If you look at this list, the results have been a mixed bag. He can definitely claim success in NK. There can be little doubt that Russia played its part to juice Kim’s nuclear program to put him in a position to successfully blackmail and break apart the US-Asian alliance. But now the ball is in the hands of the South Korean government and they are moving as quickly as they can to cut their own deal with Kim, allow him to stay as a totalitarian, nuclear power and cease hostilities while angling for a reduction in US troop presence. Mission accomplished.
On NATO - while Trump whines about it, Mattis has been pretty strong at stopping Trump from messing with the alliance. Macron has also taken on a leadership role to hold the alliance together and to be the new alpha dog of NATO. On that one, mission not accomplished.
Syria - This was probably the single greatest tragic consequence of HRC not winning the election. Within days of Trump’s victory, Putin flattened Aleppo and has continued to advance Assad’s total control of the country. While Assad has inflicted a lot of pain and tragedy he does not yet have full political control and even less legitimacy. That said, the US has no effective counterweight there because Trump keeps diminishing the Kurds, enables Putin to crush the moderate Sunni opposition, and the Al-Qaeda/Al Nusra/ISIS guys are in the tank with Putin. Yet, Mattis has stuck around in Syria and has kept a foothold there. Here, I’d say Mission advanced but not yet complete. But Syria is a basket case of a country that costs a lot to manage, so is that really ‘winning’? I just feel for the people of Syria, whose future would be so much brighter had Hillary won. She had a clear idea of how she was going to deal with the Russians there. Trump has none, and he’s letting ISIS back into the game in Iraq and Syria. This is a tragedy with long-term consequences. On this one, the results are inconclusive and the benefits may be outweighed by the costs.
Lifting Sanctions - Trump has been an abysmal failure here. This has to annoy Putin greatly.
Building Arab Ties - Without lifting sanctions, Russia can’t get into the game. Trump has been milking the Arab contacts in UAE and Saudi Arabia for his own financial benefit, but it’s not advancing Putin’s agenda particularly well. Mission not accomplished.
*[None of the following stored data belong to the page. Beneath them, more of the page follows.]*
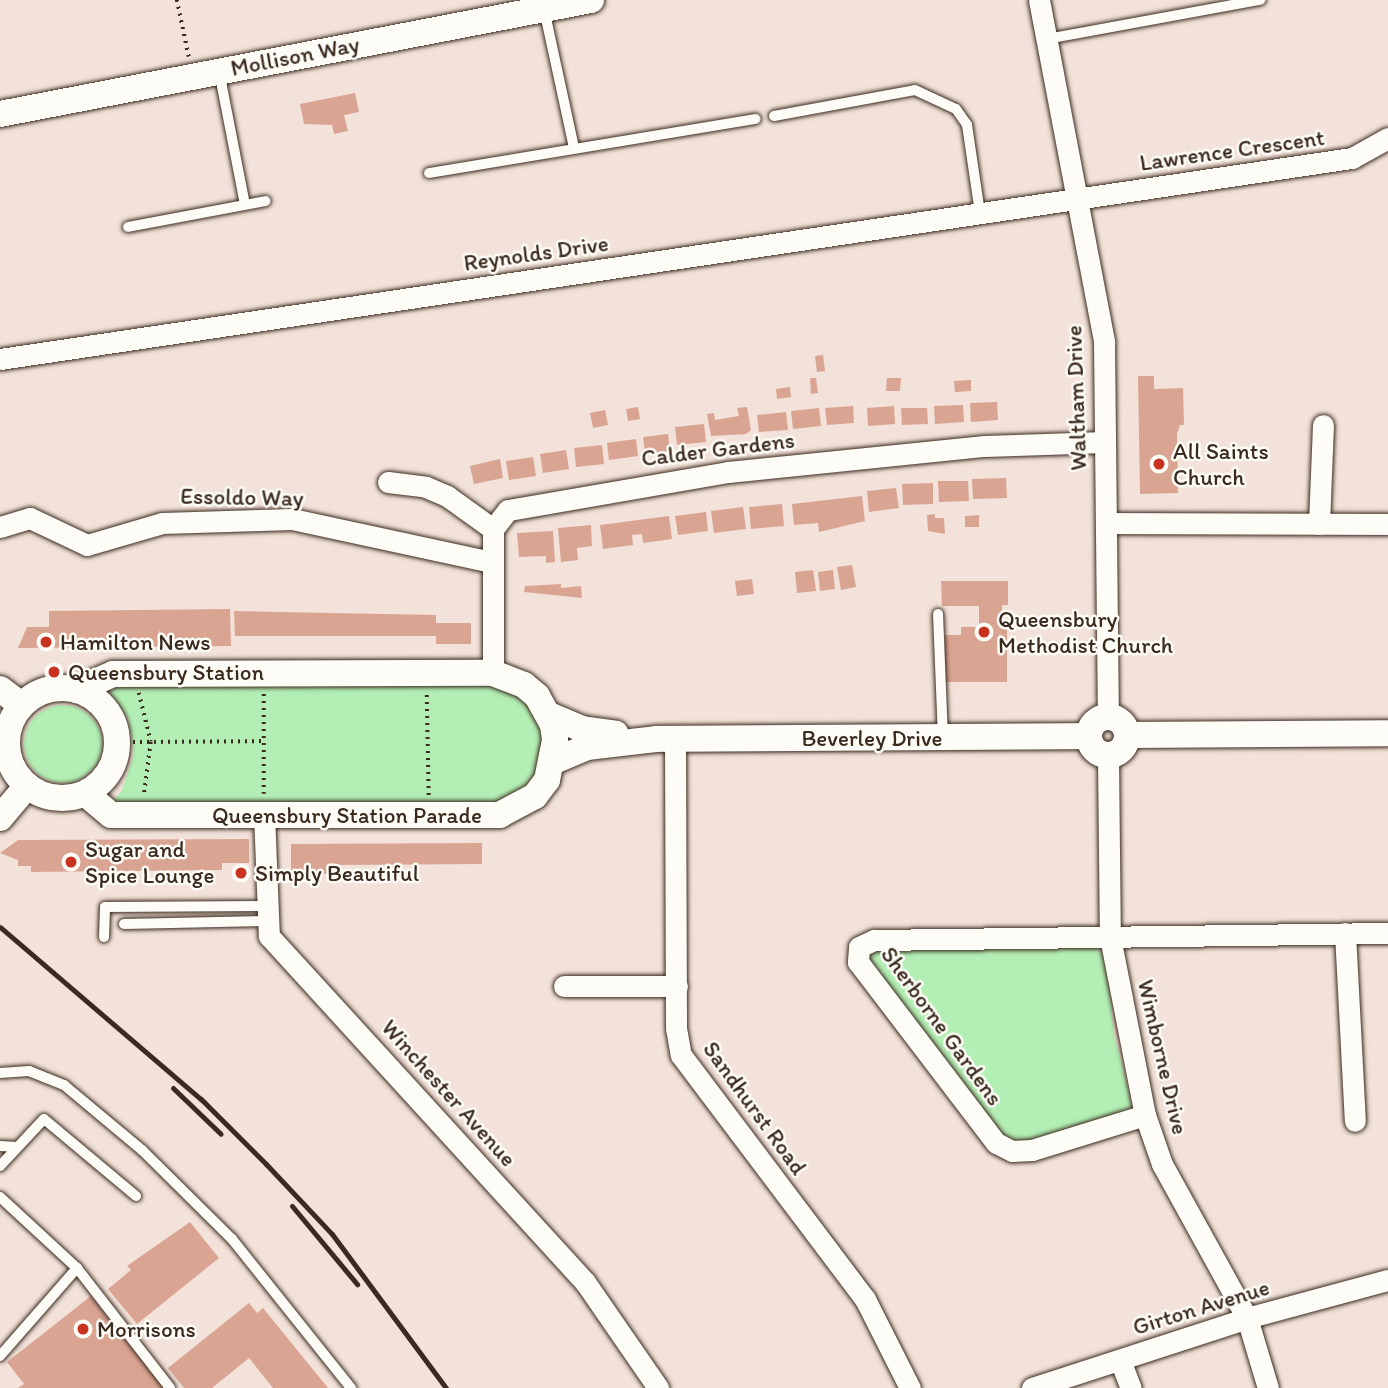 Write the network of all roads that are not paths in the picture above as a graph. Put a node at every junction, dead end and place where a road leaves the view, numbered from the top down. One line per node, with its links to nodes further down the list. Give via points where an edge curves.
1 (591, 0): 4 (street, Mollison Way)
2 (1039, 0): 5 (street, Waltham Drive)
3 (1261, 0): 5 (lane)
4 (544, 9): 6 (street, Mollison Way); 11 (lane)
5 (1047, 38): 13 (street, Waltham Drive)
6 (206, 74): 7 (street, Mollison Way); 15 (lane)
7 (0, 114)
8 (774, 116): 16 (lane, via 915,90 956,109 967,125)
9 (756, 119): 11 (lane)
10 (1388, 138): 13 (street, Lawrence Crescent, via 1352,158)
11 (574, 148): 12 (lane)
12 (429, 173)
13 (1079, 199): 16 (street, Reynolds Drive); 20 (street, Waltham Drive, via 1104,342)
14 (266, 201): 15 (lane)
15 (245, 205): 17 (lane)
16 (981, 213): 18 (street, Reynolds Drive)
17 (128, 227)
18 (0, 359)
19 (1323, 425): 23 (street)
20 (1105, 442): 22 (street, Waltham Drive); 26 (street, Calder Gardens, via 985,446 728,472 535,502 508,510)
21 (388, 482): 26 (street, via 426,487 447,496)
22 (1106, 523): 23 (street); 34 (street, Waltham Drive)
23 (1320, 524): 24 (street)
24 (1388, 524)
25 (0, 527): 27 (street, Essoldo Way, via 30,518 87,544 162,523 292,519)
26 (494, 529): 27 (street)
27 (491, 562): 29 (street)
28 (939, 614): 38 (lane)
29 (493, 673): 31 (street, via 113,674); 33 (street, via 524,685)
30 (0, 689): 32 (street)
31 (78, 690): 32 (street, via 47,690); 43 (street, via 108,712 116,730 113,767)
32 (22, 705): 42 (street, via 12,720 8,756)
33 (549, 715): 39 (street, Beverley Drive, via 582,729); 41 (street)
34 (1108, 716): 36 (street, via 1122,722); 37 (street, via 1094,722)
35 (1388, 733): 36 (street)
36 (1128, 735): 40 (street, via 1122,749)
37 (1088, 736): 38 (street, Beverley Drive); 40 (street, via 1094,750)
38 (943, 737): 39 (street, Beverley Drive)
39 (666, 738): 41 (street, Beverley Drive, via 587,747); 53 (street, Sandhurst Road)
40 (1108, 756): 51 (street, Wimborne Drive)
41 (554, 761): 44 (street, Queensbury Station Parade, via 535,796 519,808 481,817)
42 (27, 786): 43 (street, via 55,798); 45 (street)
43 (86, 794): 44 (street, Queensbury Station Parade, via 111,815)
44 (264, 814): 46 (street, Winchester Avenue)
45 (0, 818)
46 (265, 913): 47 (lane); 50 (lane, via 104,907); 69 (street, Winchester Avenue, via 269,936 585,1282)
47 (124, 924)
48 (1345, 933): 49 (street); 51 (street); 56 (street)
49 (1388, 933)
50 (104, 937)
51 (1110, 937): 55 (street, Wimborne Drive); 55 (street, Sherborne Gardens, via 874,940 859,947 858,962 996,1143 1012,1151 1032,1150)
52 (564, 986): 53 (street)
53 (677, 986): 70 (street, Sandhurst Road, via 681,1055 865,1299)
54 (0, 1073): 68 (lane, via 29,1071 64,1085 142,1150 232,1239)
55 (1145, 1115): 64 (street, Wimborne Drive, via 1162,1164)
56 (1355, 1121)
57 (0, 1146): 58 (lane)
58 (17, 1147): 59 (lane); 60 (lane, via 44,1119)
59 (0, 1166)
60 (136, 1196)
61 (0, 1197): 62 (lane)
62 (76, 1268): 65 (lane); 67 (lane)
63 (1388, 1280): 64 (street, Girton Avenue)
64 (1248, 1318): 66 (street, Girton Avenue); 73 (street, Wimborne Drive)
65 (0, 1356)
66 (1120, 1360): 71 (street, Girton Avenue); 72 (street)
67 (170, 1388)
68 (351, 1388)
69 (658, 1388)
70 (909, 1388)
71 (1032, 1388)
72 (1131, 1388)
73 (1268, 1388)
Russia is getting an edge in Afghanistan, but he can’t quite get Trump to withdraw troops. Then there’s the blowback risk on Iran, the curbs on the oligarchs, additional sanctions and Magnitsky style acts popping up everywhere, and international ostracism. Within Russia, I suspect the consensus view is that Trump isn’t worth it. You hear those comments poke through the state owned media every now and then. That drumbeat could be growing louder.
One could make a reasonable argument from a Russian nationalist perspective that Trump has outlived his usefulness. The decision is in Putin’s hands, but one has to wonder if Putin senses that he can only go so far with Trump and still maintain legitimacy at home.